How high is the highest?

A shop going out of business in our town has an ‘infinity box’ for sale. The box is glass fronted and electrically illuminated, you can peer in and without seeing yourself at all you see multiples of whatever you’ve put in there fading off into the far, far distance.

As a child, on my back on hilltops far from light pollution on frosty moonless nights (I used to sneak out when all the house was mute) I would contemplate the shivering stars and ponder infinity. I still do. Contemplate, that is, I no longer sneak out—but I’m no closer now to any answers than all those years ago. Okay then, Einstein, if you’re so clever—

A traveller, footsore and weary happens fortuitously upon an inn just as night is falling and a terrible storm about to break. But (there’s always a ‘but’ in these things, ever notice?) the receptionist smiles sweetly says without regret, “Sorr-eee! We’re all full up! Hard luck!”

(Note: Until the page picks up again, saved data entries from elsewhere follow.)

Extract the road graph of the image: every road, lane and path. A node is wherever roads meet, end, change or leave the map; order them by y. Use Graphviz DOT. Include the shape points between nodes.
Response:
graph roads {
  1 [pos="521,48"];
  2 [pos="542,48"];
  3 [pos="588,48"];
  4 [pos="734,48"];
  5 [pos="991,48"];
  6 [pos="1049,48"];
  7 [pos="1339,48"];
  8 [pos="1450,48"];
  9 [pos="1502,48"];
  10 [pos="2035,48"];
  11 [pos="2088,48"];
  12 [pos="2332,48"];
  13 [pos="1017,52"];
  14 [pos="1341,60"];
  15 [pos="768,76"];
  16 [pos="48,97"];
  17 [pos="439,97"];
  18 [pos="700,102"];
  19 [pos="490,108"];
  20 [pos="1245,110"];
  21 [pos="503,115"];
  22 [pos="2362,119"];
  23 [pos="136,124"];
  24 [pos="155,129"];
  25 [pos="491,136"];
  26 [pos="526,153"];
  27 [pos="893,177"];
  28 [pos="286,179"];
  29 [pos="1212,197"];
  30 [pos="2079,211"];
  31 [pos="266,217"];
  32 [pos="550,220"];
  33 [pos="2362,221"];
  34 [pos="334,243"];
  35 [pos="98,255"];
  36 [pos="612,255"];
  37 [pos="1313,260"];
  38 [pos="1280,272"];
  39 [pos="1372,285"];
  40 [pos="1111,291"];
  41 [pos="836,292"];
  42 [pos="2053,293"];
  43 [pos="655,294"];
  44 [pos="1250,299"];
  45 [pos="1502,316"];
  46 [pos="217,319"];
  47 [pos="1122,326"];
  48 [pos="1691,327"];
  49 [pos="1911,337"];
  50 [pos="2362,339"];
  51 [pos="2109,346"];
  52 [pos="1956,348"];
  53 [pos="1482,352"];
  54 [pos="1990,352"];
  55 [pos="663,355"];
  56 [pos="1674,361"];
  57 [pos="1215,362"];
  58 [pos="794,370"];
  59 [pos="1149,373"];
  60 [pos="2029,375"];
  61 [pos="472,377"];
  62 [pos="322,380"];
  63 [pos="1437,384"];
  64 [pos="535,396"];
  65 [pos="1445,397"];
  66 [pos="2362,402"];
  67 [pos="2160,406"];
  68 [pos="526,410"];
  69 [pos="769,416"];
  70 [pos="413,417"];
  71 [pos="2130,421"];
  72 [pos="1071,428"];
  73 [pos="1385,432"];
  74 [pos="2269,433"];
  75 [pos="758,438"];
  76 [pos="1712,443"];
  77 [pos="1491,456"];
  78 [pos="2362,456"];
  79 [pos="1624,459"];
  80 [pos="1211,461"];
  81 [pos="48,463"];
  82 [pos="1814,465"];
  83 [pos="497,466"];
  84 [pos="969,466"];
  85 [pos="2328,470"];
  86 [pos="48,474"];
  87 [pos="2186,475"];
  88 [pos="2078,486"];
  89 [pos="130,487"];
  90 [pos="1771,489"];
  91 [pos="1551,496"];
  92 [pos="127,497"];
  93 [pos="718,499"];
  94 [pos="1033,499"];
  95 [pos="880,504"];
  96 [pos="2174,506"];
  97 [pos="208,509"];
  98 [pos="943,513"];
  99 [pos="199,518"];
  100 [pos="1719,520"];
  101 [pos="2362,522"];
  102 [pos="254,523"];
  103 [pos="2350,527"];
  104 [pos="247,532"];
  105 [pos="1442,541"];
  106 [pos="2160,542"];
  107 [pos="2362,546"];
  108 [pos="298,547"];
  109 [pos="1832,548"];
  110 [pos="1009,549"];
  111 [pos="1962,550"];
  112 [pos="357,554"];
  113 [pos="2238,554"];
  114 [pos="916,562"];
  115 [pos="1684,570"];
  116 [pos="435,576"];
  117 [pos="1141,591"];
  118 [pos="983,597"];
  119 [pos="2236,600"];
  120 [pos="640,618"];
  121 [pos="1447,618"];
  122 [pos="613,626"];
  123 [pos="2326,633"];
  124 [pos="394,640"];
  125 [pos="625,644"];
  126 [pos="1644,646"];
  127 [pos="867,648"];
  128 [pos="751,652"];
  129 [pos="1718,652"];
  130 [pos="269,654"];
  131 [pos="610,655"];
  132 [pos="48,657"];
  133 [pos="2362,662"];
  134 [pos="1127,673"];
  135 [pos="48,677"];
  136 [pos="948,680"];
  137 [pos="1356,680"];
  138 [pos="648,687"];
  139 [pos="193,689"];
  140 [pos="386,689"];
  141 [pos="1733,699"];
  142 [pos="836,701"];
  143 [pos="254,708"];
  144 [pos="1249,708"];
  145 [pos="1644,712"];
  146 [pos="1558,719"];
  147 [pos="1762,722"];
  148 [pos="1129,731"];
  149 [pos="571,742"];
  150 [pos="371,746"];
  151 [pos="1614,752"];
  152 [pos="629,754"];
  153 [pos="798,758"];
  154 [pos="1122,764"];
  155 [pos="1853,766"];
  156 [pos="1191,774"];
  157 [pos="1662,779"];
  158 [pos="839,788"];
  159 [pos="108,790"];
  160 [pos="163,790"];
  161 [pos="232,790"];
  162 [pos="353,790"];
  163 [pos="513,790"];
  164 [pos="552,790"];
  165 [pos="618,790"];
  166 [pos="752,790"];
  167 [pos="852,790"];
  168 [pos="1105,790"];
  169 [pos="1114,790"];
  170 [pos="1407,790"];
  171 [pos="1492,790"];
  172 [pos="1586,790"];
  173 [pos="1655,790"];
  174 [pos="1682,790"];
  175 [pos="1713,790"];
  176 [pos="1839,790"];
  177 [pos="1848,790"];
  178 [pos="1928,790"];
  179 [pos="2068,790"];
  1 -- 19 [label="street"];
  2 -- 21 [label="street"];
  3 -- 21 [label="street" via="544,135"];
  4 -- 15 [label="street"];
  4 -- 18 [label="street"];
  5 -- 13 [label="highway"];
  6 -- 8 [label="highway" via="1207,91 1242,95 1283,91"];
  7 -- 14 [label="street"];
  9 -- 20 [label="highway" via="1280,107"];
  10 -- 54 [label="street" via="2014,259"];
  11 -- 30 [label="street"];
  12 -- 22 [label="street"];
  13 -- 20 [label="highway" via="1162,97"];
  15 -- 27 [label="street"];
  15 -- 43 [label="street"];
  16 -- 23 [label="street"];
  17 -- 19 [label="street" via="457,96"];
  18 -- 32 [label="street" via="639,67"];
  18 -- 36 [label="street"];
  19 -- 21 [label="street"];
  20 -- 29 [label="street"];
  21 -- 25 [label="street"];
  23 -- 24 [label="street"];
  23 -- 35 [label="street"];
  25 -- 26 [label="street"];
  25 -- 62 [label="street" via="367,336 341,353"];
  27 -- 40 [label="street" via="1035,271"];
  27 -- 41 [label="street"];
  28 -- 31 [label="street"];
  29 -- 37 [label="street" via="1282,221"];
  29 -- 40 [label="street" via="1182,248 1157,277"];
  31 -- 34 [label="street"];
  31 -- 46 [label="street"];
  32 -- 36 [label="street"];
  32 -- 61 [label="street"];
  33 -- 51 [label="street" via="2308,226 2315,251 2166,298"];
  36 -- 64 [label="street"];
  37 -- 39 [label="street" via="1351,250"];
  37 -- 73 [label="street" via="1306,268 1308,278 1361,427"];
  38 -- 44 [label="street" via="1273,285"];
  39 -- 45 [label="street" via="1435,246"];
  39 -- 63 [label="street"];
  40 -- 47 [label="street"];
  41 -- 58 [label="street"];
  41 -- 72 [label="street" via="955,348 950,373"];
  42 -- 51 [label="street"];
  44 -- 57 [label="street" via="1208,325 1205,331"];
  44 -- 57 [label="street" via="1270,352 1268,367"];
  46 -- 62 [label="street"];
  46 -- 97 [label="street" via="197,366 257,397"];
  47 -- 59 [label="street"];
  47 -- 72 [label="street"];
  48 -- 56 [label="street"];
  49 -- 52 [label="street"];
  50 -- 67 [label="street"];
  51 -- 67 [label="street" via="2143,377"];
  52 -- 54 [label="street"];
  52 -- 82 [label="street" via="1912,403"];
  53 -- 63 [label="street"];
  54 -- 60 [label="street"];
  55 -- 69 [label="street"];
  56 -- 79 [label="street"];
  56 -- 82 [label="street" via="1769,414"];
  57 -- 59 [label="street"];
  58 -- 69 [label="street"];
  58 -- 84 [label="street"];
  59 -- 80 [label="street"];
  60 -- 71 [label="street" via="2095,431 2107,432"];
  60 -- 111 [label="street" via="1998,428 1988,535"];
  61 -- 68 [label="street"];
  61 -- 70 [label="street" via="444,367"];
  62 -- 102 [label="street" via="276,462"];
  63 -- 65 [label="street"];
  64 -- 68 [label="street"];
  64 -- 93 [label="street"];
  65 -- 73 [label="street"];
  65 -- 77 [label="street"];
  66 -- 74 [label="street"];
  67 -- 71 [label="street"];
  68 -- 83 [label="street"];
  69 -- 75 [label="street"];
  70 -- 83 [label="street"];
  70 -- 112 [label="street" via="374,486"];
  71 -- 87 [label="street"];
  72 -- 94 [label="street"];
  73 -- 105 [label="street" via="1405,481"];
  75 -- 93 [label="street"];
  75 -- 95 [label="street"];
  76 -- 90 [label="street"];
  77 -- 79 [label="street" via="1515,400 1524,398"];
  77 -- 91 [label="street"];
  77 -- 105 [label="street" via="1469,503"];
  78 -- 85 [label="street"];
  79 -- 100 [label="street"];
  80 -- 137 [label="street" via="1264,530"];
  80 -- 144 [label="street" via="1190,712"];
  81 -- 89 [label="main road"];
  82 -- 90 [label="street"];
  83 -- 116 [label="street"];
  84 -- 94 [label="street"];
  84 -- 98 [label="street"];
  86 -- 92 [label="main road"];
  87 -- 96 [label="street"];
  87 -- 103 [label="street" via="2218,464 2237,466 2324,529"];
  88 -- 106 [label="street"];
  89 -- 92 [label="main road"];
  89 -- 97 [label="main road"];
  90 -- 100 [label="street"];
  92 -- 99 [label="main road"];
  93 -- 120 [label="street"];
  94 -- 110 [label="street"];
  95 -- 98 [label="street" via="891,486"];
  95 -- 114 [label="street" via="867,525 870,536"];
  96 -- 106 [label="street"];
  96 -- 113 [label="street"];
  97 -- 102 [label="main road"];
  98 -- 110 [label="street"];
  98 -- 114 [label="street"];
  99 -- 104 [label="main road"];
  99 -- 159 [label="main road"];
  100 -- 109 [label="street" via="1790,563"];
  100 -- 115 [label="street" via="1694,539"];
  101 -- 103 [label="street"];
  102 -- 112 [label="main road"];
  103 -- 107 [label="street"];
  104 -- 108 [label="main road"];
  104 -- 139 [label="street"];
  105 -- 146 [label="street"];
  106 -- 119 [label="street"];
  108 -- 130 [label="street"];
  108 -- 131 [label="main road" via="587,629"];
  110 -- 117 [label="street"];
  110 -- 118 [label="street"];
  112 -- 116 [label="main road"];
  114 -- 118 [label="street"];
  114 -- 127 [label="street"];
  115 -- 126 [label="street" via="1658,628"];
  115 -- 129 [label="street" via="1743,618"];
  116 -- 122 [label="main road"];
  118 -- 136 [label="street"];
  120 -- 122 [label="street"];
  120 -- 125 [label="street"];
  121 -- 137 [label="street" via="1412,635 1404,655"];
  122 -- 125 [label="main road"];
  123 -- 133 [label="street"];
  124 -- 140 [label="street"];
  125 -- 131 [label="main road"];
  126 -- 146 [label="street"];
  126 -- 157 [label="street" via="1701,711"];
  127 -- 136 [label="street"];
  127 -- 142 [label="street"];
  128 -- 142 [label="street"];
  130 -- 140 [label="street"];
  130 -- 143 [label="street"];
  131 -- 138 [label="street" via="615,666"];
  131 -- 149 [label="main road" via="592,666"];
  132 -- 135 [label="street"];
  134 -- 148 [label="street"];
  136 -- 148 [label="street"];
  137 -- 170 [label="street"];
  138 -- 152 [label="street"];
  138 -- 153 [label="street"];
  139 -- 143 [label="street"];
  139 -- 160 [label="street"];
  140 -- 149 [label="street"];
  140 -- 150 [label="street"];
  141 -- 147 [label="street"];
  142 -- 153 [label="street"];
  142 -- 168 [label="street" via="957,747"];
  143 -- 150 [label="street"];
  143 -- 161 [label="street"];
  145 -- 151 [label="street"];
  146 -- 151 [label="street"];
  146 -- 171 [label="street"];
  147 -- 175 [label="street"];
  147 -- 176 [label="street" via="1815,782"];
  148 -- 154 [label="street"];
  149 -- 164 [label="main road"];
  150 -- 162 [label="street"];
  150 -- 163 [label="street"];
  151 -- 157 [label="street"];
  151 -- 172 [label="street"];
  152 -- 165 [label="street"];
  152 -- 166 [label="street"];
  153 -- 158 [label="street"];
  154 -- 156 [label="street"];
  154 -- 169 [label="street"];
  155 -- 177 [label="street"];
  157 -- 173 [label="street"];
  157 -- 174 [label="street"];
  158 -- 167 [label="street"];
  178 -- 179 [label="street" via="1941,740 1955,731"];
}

After going through (and being repulsed on) all the usual suggestions like double up? laundry? shed? kitchen? share with dog? doss down in the lounge/cellar/attic? it finally occurs to our clever traveller to ask “How many rooms do you have in this truly magnificent hostelry?”

To which the smirking reply is “Infinite, Sir! This is an ‘infinity Inn’ — we have an infinite number of rooms and all of them are occupied. Full. Taken. So very sorry.”

To cut to the chase our weary traveller makes a suggestion, which after ghasting the young lady’s flabbers scores him a room for the night without having to bunk in with anyone else. How so?